Carol Marra, belíssima e repleta de projetos pessoais contundentes em prol do próximo (Foto: Divulgação)

Ainda de acordo com Carol, a TV tem um mea-culpa aos trans: “A televisão os representava de forma estereotipada, e as pessoas, por conta disso, chocam-se quando nos veem fora desse lugar-comum. A TV é um meio de comunicação de massa que dialoga especialmente com a população mais humilde e isso se solidificou. Por conta dessa dívida, a TV está tentando se redimir. (…) Está na hora de a gente se ver, se sentir representada nas personagens. A menina que está no interior quer se sentir representada e o exemplo não está apenas em ver alguém igual a si. Elas querem ver trans bem-sucedidas. Muitas delas são vistas apenas como um pedaço de carne”, analisa.

A população trans vive uma forte dicotomia: Profundamente hiperssexualizada ao mesmo tempo que maior vítimas de violência. O Brasil é o país que mais mata travestis e trans no mundo. Em 2021, houve no Brasil, pelo menos 316 mortes violentas de pessoas lésbicas, gays, bissexuais, travestis, transexuais e pessoas intersexo (LGBTI+). Esse número representa um aumento de 33,3% em relação ao ano anterior, quando foram 237 mortes. Os dados constam do Dossiê de Mortes e Violências contra LGBTI+ no Brasil.No mês da Visibilidade Trans, Carol Marra fala sobre preconceito, hate e que No mês da Visibilidade Trans, Carol Marra fala sobre preconceito, hate e que Carol ressalta que “são muitas as pessoas mortas apenas pelo fato de serem quem são. Esse número pode ser maior, porque há muita subnotificação, fora os deboches nos grupos de WhatsApp e outros desrespeitos”. Mesmo com índices contundentes como estes, o Brasil lidera o ranking dos países que mais consome pornografia transexual. Os termos preconceituoso – “Shemale”, usado em sites pornôs para a busca de vídeos com trans – é o quarto item mais buscado pelos brasileiros na internet. Já no ranking mundial, a mesma pesquisa ocupa o nono lugar. Ainda segundo o RedTube, que estabeleceu esse ranking, um vídeo com a tag “travesti” tem mais de 450 milhões de visualizações.

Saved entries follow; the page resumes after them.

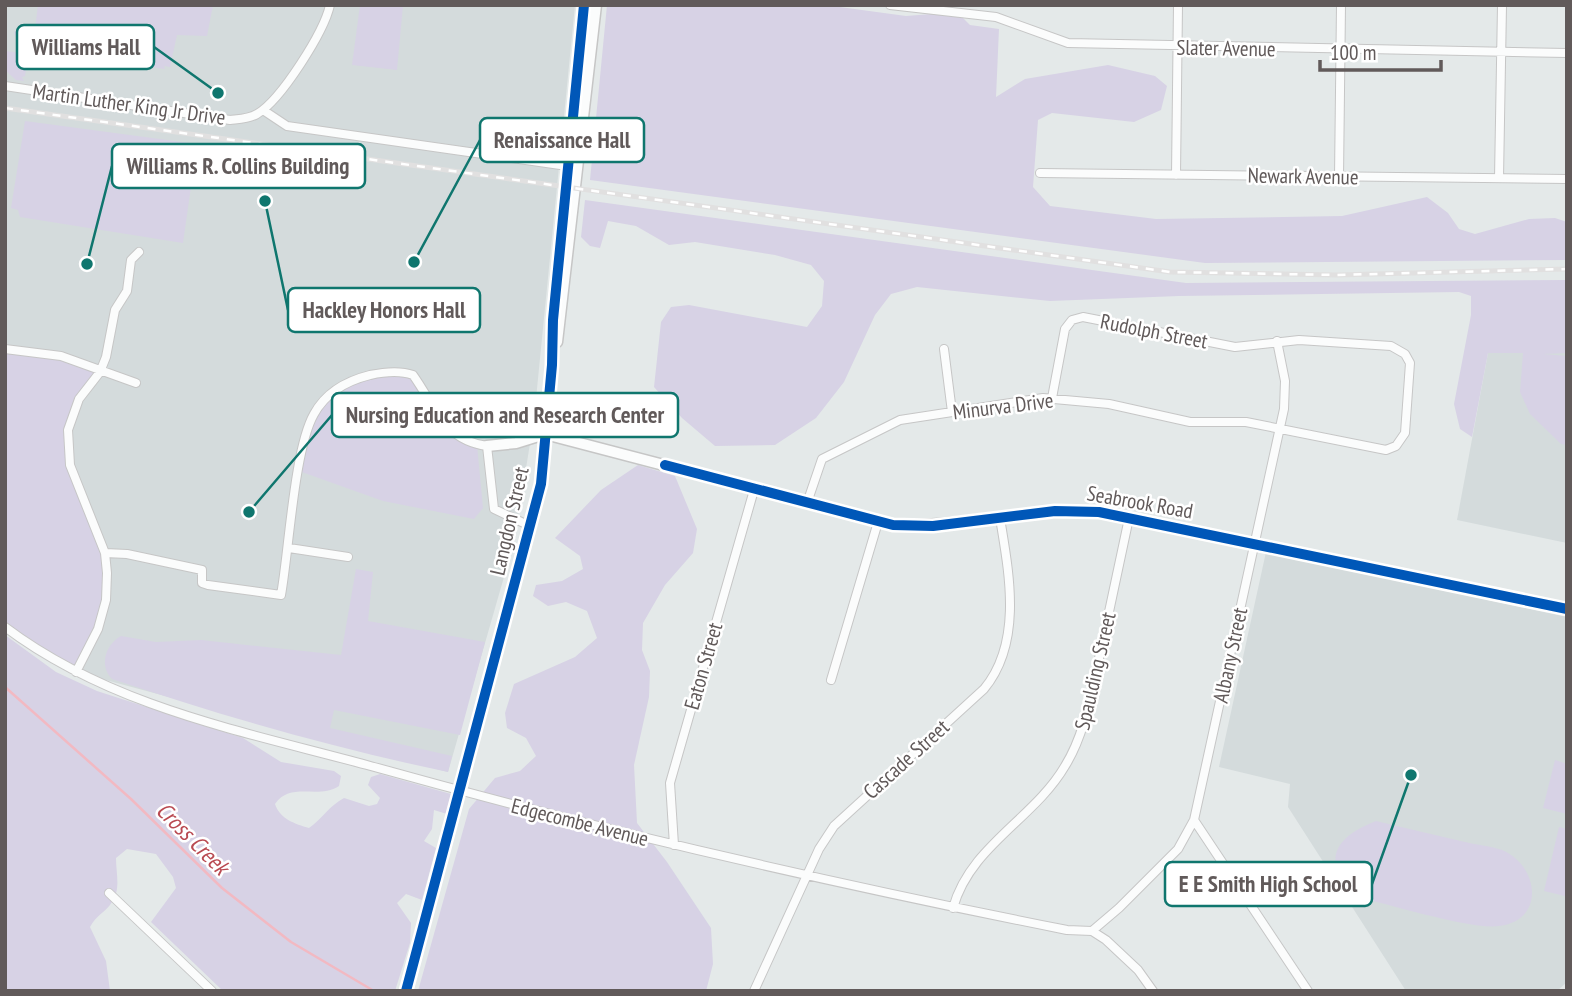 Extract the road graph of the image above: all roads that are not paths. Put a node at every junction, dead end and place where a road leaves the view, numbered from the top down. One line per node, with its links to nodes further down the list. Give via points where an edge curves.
1 (330, 5): 13 (street, via 314,44)
2 (584, 5): 14 (street, Langdon Street)
3 (596, 5): 14 (street, Langdon Street)
4 (890, 5): 8 (street, Slater Avenue, via 996,17 1068,43)
5 (1178, 5): 8 (street)
6 (1341, 5): 9 (street)
7 (1502, 5): 10 (street)
8 (1178, 48): 9 (street, Slater Avenue); 16 (street)
9 (1341, 49): 10 (street, Slater Avenue); 17 (street)
10 (1502, 51): 11 (street, Slater Avenue); 18 (street)
11 (1567, 53)
12 (5, 86): 13 (street, Martin Luther King Jr Drive, via 230,120)
13 (262, 110): 14 (street, via 287,126)
14 (573, 167): 29 (street, Langdon Street, via 553,320)
15 (1040, 173): 16 (street, Newark Avenue)
16 (1176, 175): 17 (street, Newark Avenue)
17 (1339, 177): 18 (street, Newark Avenue)
18 (1499, 178): 19 (street, Newark Avenue)
19 (1567, 179)
20 (139, 252): 24 (street, via 131,260 127,291 115,310)
21 (1277, 341): 26 (street, Rudolph Street, via 1235,346 1077,318 1065,329); 28 (street, Albany Street, via 1285,381); 28 (street, Minurva Drive, via 1391,346 1405,354 1410,369 1405,433 1391,449)
22 (5, 349): 24 (street, via 61,356)
23 (944, 349): 27 (street)
24 (100, 372): 25 (street); 39 (street, via 75,407 67,441 74,476)
25 (136, 383)
26 (1052, 398): 27 (street, Minurva Drive); 28 (street, Minurva Drive, via 1109,404 1190,422 1229,421)
27 (952, 412): 32 (street, Minurva Drive, via 890,424 826,455 817,468)
28 (1281, 428): 37 (street, Albany Street)
29 (545, 434): 30 (street); 31 (street, Seabrook Road); 36 (street, Langdon Street, via 541,484)
30 (487, 446): 36 (street, via 494,509); 38 (street, via 468,444 454,434 413,375 402,371 356,379 328,395 310,422)
31 (754, 490): 32 (street, Seabrook Road); 47 (street, Eaton Street, via 670,783)
32 (807, 503): 35 (street, Seabrook Road)
33 (1129, 518): 34 (street, Seabrook Road, via 1077,510); 37 (street, Seabrook Road); 50 (street, Spaulding Street, via 1086,717 1073,753 1041,798 974,865)
34 (1000, 519): 35 (street, Seabrook Road, via 933,526); 48 (street, Cascade Street, via 1010,580 1009,628 994,675 841,818 824,839)
35 (878, 522): 44 (street)
36 (530, 526): 45 (street, Langdon Street)
37 (1254, 544): 41 (street, Seabrook Road); 46 (street, Albany Street)
38 (289, 548): 39 (street, via 281,595 208,585 202,583 202,570); 40 (street)
39 (105, 553): 43 (street, via 103,610)
40 (348, 558)
41 (1567, 609)
42 (5, 627): 43 (street, Edgecombe Avenue)
43 (76, 672): 45 (street, Edgecombe Avenue, via 147,703)
44 (831, 680)
45 (459, 791): 47 (street, Edgecombe Avenue); 53 (street, Langdon Street)
46 (1194, 820): 51 (street, Albany Street, via 1178,849); 56 (street)
47 (674, 845): 48 (street, Edgecombe Avenue)
48 (806, 877): 50 (street, Edgecombe Avenue); 54 (street, Cascade Street)
49 (109, 893): 52 (street)
50 (953, 908): 51 (street, Edgecombe Avenue, via 1067,930)
51 (1092, 930): 55 (street, via 1122,954)
52 (212, 991)
53 (406, 991)
54 (754, 991)
55 (1153, 991)
56 (1308, 991)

O prefixo trans, no latim quer dizer “para além de”. Carol Marra relembra que sua mãe contava-lhe uma história de “uma lagarta que sofria bulliyng na floresta, mas que, no futuro transformava-se numa borboleta”. Borboleta é o símbolo da transexualidade. Diz-nos a atriz que é “sair do seu casulo. Eu quero compartilhar a minha vida e ajudar a plantar uma sementinha no coração de quem acompanha as nossas falas. Elas vão ser transformada em algo muito maior. É preciso que as pessoas tenham um olhar de empatia, de respeito. Eu sempre peço: Não tenha um conceito prévio, um pré-julgamento, primeiro me ouça e depois tira a sua conclusão”. Diante de tantas possibilidades, ser trans é, definitivamente, ir além.